5

I'm trying to find a class for storing a vector of bytes in Java, which supports: random access (so I can get or set a byte anywhere), resizing (so I can either append stuff to the end or else manually change the size), reasonable efficiency (I might be storing megabytes of data in these things), all in memory (I don't have a file system). Any suggestions?

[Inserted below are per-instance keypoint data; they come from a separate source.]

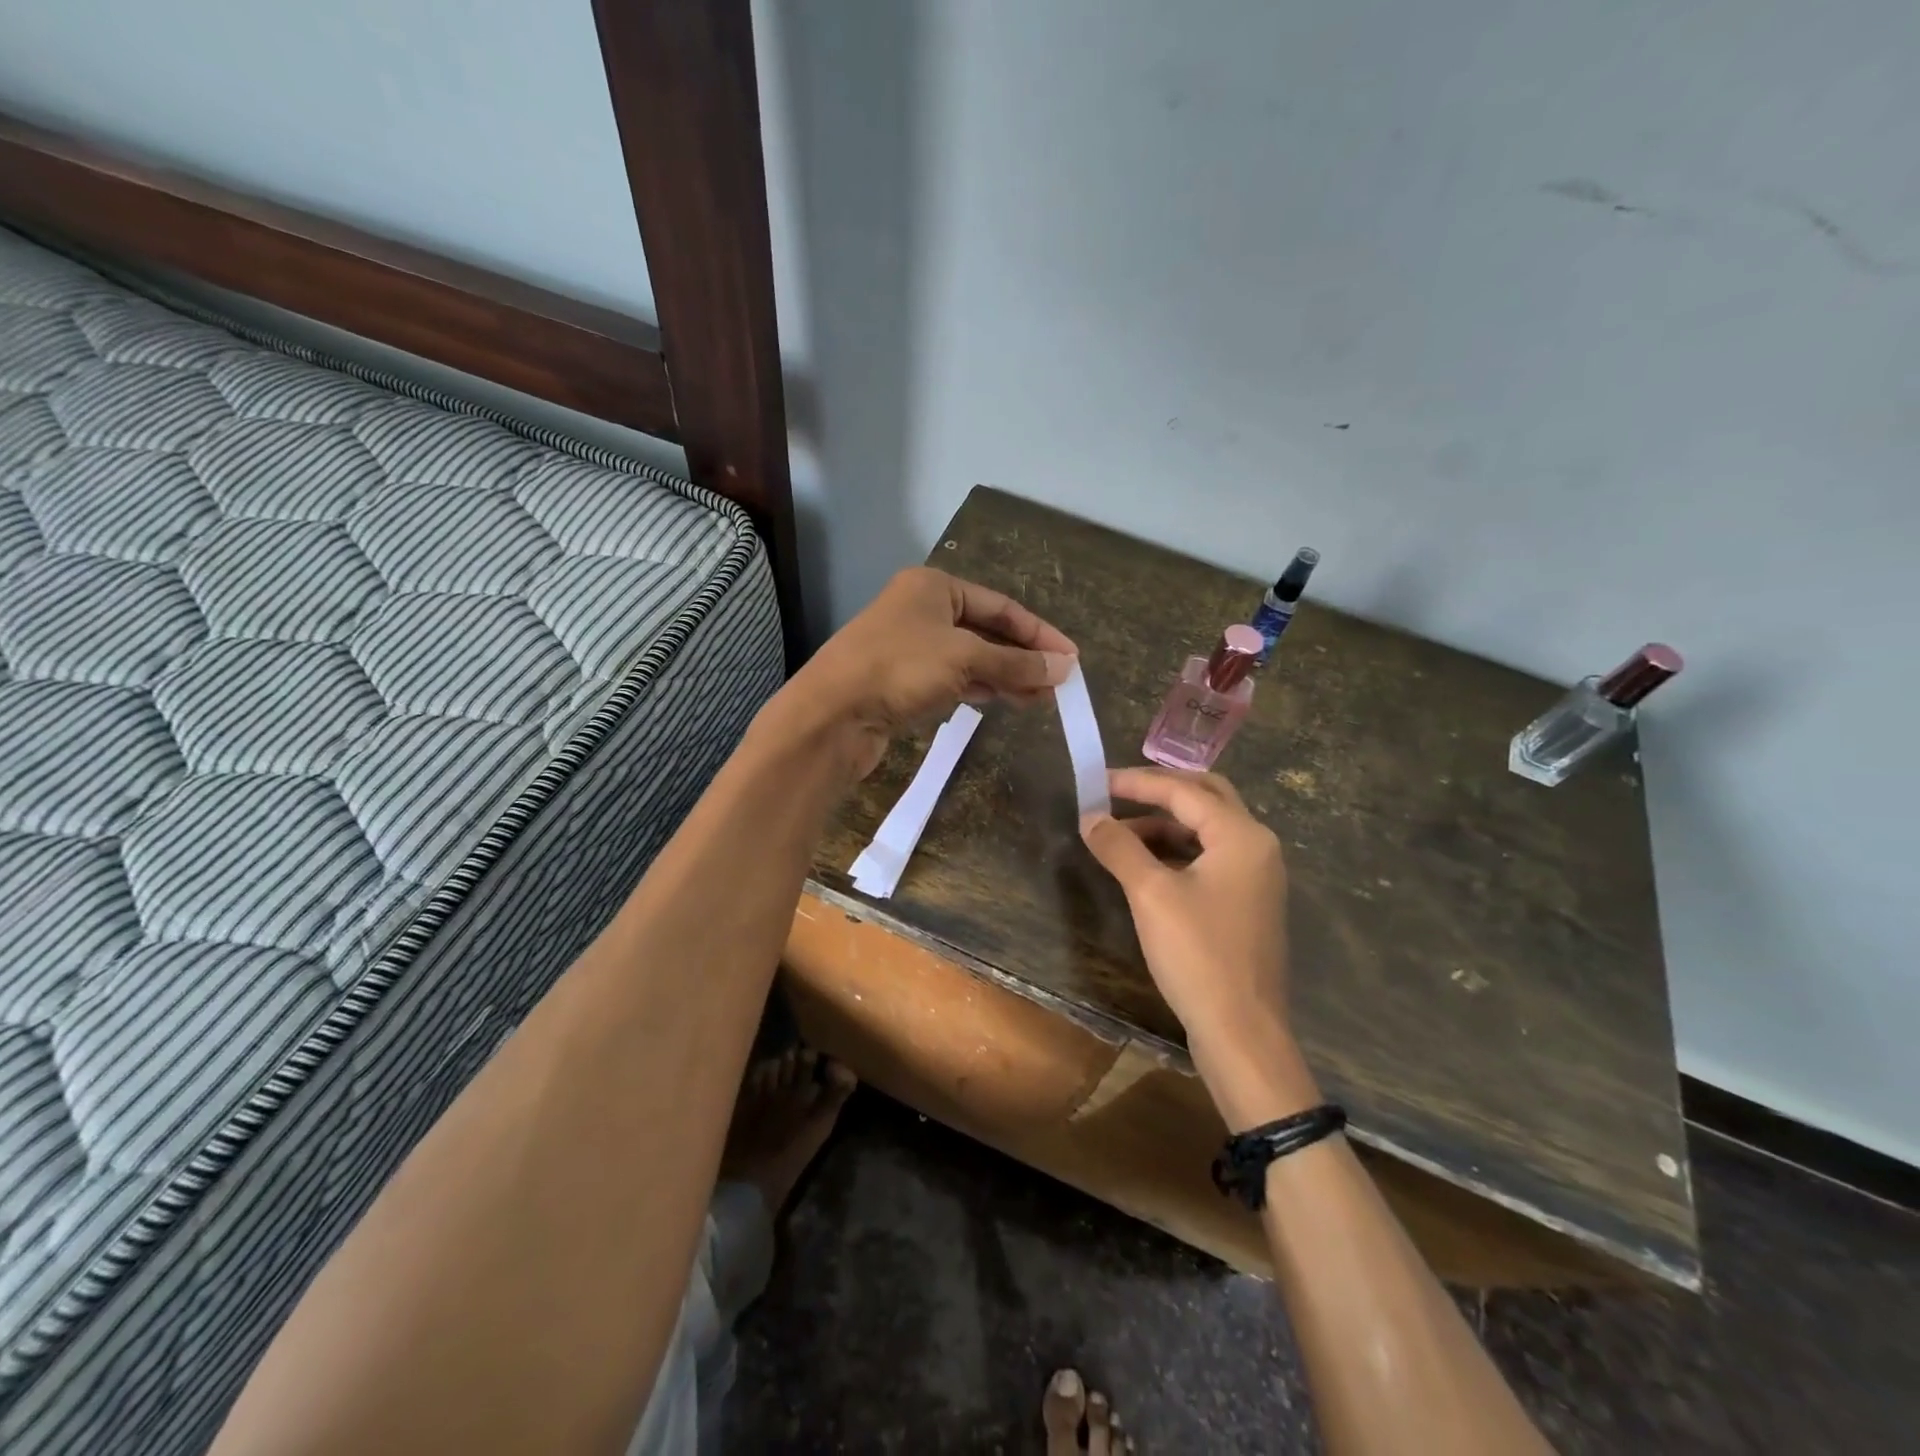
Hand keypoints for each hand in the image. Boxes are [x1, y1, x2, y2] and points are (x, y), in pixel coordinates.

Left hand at [785, 567, 1076, 780]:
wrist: (832, 714)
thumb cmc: (900, 669)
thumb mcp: (966, 659)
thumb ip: (1016, 663)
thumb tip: (1065, 668)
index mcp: (934, 587)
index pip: (1001, 606)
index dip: (1039, 633)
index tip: (1072, 658)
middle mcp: (920, 610)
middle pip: (986, 631)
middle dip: (1023, 658)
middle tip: (1058, 684)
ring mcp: (909, 646)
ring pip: (970, 658)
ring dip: (1005, 676)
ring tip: (1040, 698)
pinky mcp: (901, 681)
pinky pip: (951, 679)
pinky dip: (979, 688)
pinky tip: (1003, 701)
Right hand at [1081, 767, 1310, 1122]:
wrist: (1242, 1032)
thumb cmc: (1198, 955)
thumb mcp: (1150, 895)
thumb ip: (1119, 847)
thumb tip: (1089, 818)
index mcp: (1241, 836)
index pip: (1184, 791)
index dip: (1136, 783)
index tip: (1096, 782)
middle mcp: (1257, 846)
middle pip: (1206, 797)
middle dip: (1159, 791)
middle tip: (1116, 793)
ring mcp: (1257, 875)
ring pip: (1208, 829)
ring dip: (1165, 823)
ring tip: (1120, 833)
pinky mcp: (1248, 901)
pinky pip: (1211, 857)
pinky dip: (1177, 850)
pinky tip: (1146, 864)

So far the candidates are:

  • byte[]. Not resizable.
  • java.util.Vector<Byte>. Evil. Also painfully inefficient.
  • java.io.ByteArrayOutputStream. Not random-access.
  • java.nio.ByteBuffer. Not resizable.
  • org.apache.commons.collections.primitives.ArrayByteList. Not resizable. Which is weird, because it'll automatically resize if you add stuff to it, you just can't change the size explicitly!
  • pure RAM implementation of java.nio.channels.FileChannel. Can't find one. (Remember I don't have a file system.)
  • Apache Commons VFS and the RAM filesystem. If I must I will, but I really like something lighter weight...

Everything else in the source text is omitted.